You can see versions of this play out in a wide range of areas. For example, economists almost uniformly argue that rent control laws are a terrible tool to try to make housing more affordable. As Paul Krugman once wrote, “the analysis of rent control is among the best-understood issues in all of economics, and — among economists, anyway — one of the least controversial.”
Yet among people grappling with soaring rents, the policies are persistently popular — even, recently, in the free-market-oriented boomtowns of Silicon Valley.
It’s easy for an economist to chalk up support for rent control as idiocy that depresses the home construction that might reduce housing prices for everyone. I have thought of it that way.
But maybe it is really important for people who live in a place to be able to stay there indefinitely. Maybe the idea that things should stay the way they are, without new people moving in and new buildings going up, is not as inherently irrational as Economics 101 would suggest. Yes, rent control is a bad idea if you’re worried about the long-term prospects for economic efficiency. But maybe the people who advocate these policies know exactly what they’re rooting for, and that’s not it.
The rent control debate can be viewed as a microcosm of the debate about globalization and international trade.
Some of the best analysis of trade agreements comes from the Peterson Institute for International Economics. Its examination of the pending Trans-Pacific Partnership is 119 pages and describes how the deal among the United States and 11 Pacific Rim nations will affect different industries and the economy as a whole.
It projects that the deal will add $131 billion a year to Americans’ incomes by 2030, or 0.5 percent of G.D.P. It will neither create nor destroy jobs, but is projected to add to churn — job changes — in the economy as work moves into higher-paying, more export-centric industries. The authors predict that the trade deal will mean an extra 53,700 job changes a year, but they note that 55.5 million people a year in the United States change jobs for all sorts of reasons, and that this extra churn will barely change those overall numbers.

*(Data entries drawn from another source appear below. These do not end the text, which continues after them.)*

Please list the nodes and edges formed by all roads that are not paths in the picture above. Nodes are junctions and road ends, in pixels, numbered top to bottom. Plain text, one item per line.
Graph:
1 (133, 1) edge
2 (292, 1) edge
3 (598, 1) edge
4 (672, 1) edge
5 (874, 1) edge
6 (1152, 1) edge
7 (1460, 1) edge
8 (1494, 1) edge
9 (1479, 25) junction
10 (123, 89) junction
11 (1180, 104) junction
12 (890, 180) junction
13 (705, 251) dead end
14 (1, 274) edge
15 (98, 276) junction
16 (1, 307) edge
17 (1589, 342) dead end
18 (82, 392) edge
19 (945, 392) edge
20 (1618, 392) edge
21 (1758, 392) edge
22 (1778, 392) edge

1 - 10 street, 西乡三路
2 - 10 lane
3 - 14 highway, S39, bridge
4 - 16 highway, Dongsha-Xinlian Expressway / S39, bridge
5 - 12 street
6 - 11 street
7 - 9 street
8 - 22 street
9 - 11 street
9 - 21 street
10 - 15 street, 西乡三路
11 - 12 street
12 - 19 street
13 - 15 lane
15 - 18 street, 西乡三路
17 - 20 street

But for a window into how this plays out among real people, consider an article in The Wall Street Journal in February. In that account, a woman named Andrea Howell holds down a good job at BMW’s manufacturing plant in South Carolina, making her one of globalization’s winners. She supports Mr. Trump, she said, because she doesn’t want other countries to beat the United States at trade, and because two uncles lost their jobs at a cotton mill that closed in the 1980s, presumably because of globalization.
To economists, 53,700 jobs churned each year is a small cost to be paid for a richer overall economy. To people who are among those 53,700, the pain may be enough to drive someone’s niece to vote for an antitrade candidate 30 years later.

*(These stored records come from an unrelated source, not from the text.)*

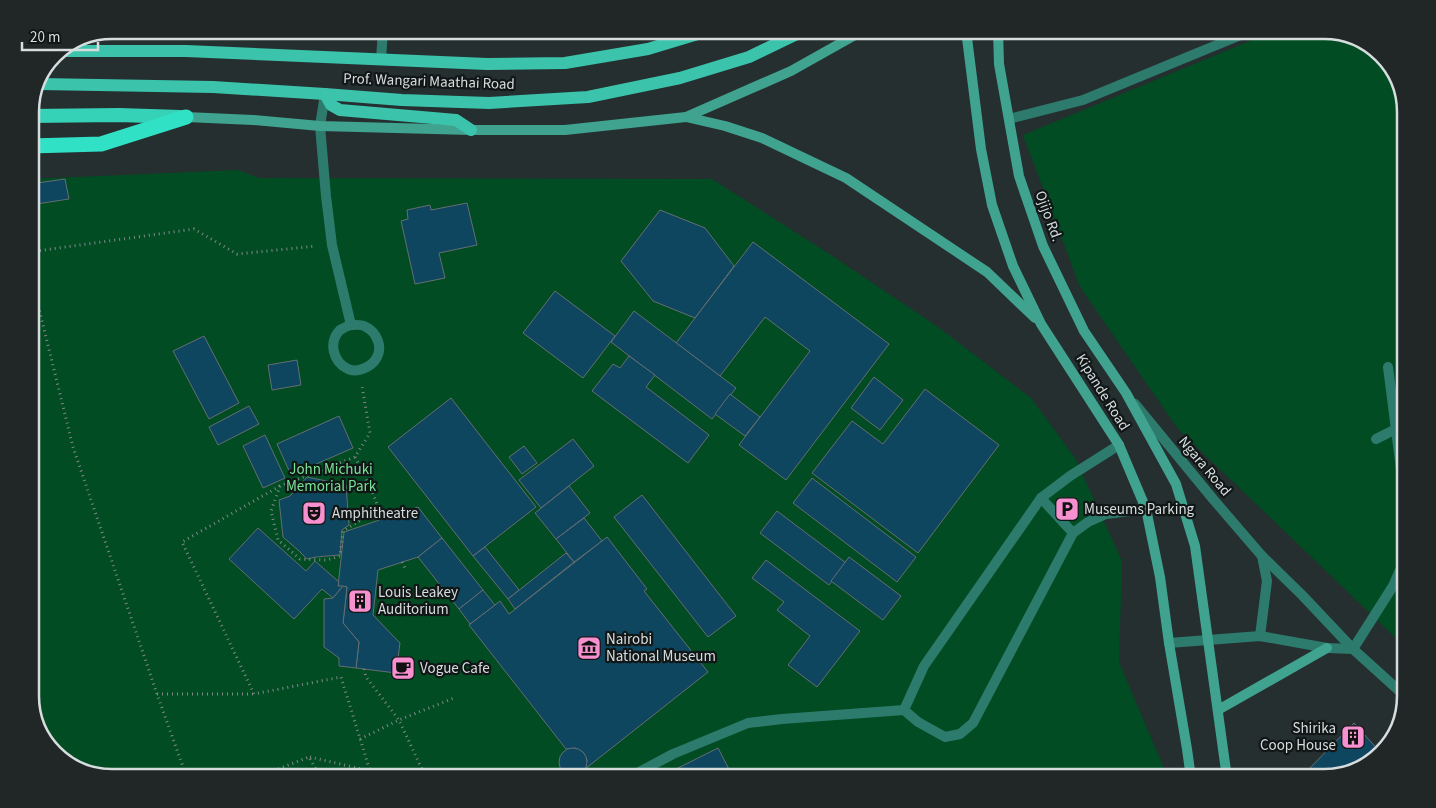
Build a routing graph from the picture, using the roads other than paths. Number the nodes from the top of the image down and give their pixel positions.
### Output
1 (383, 39) edge
2 (681, 39) edge
3 (786, 39) edge
4 (848, 39) edge
5 (967, 39) edge
6 (998, 39) edge
7 (1231, 39) edge
8 (72, 51) edge
9 (382, 60) junction
10 (44, 84) edge
11 (325, 94) junction
12 (39, 116) edge
13 (186, 117) junction
14 (686, 117) junction
15 (1009, 119) junction
16 (320, 126) junction
17 (471, 130) junction
18 (39, 146) edge
19 (1041, 324) junction
20 (351, 325) junction
21 (1388, 368) dead end
22 (1126, 394) junction
23 (1396, 429) junction
24 (1397, 437) edge
25 (1376, 439) dead end
26 (1119, 445) junction
27 (1041, 498) junction
28 (1146, 509) junction
29 (1073, 533) junction
30 (1262, 556) junction
31 (1397, 577) edge
32 (1260, 636) junction
33 (1209, 640) junction
34 (1169, 643) junction
35 (1327, 648) junction
36 (1353, 649) junction
37 (1397, 689) edge
38 (904, 710) junction
39 (1218, 710) junction
40 (645, 769) edge
41 (1190, 769) edge
42 (1226, 769) edge

1 - 9 street
2 - 9 main road, Prof. Wangari Maathai Road
3 - 11 main road, Prof. Wangari Maathai Road
4 - 14 main road
5 - 19 main road, Kipande Road
6 - 15 main road, Ojijo Rd.
7 - 15 street
8 - 9 main road, Prof. Wangari Maathai Road
10 - 11 main road, Prof. Wangari Maathai Road
11 - 16 street
11 - 17 main road
12 - 13 highway
13 - 16 main road
13 - 18 highway
14 - 17 main road
14 - 19 main road
15 - 22 main road, Ojijo Rd.
16 - 17 main road
16 - 20 street
19 - 26 main road, Kipande Road
20 - 20 street
21 - 23 street
22 - 30 street, Ngara Road
22 - 33 main road, Kipande Road
23 - 24 street
23 - 25 street
26 - 27 street
26 - 28 main road, Kipande Road
27 - 29 street
27 - 38 street
28 - 29 street
28 - 34 main road, Kipande Road
29 - 38 street
30 - 32 street, Ngara Road
30 - 36 street, Ngara Road
31 - 36 street
32 - 33 street
32 - 35 street
33 - 34 street
33 - 39 main road, Kipande Road
34 - 41 main road, Kipande Road
35 - 36 street
35 - 39 main road
36 - 37 street, Ngara Road
38 - 40 street
39 - 42 main road, Kipande Road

So what’s a policy elite to do? Of course the only way a society can become richer over time is to increase national income. And if rigorous analysis shows that Policy X is the way to do it, the fact that Policy X is going to disadvantage a few thousand people often isn’t a reason to abandon the idea.

But there’s an obligation to think about individual lives. Life isn’t just about money, and jobs aren’t just about income. A sense of stability, of purpose, of social standing — all these things matter in ways that economic models don’t do a very good job of taking into account.
If there is one crucial lesson from the success of Mr. Trump and Brexit, it is that dynamism and efficiency sound a lot better to people who are confident they’ll always end up being winners.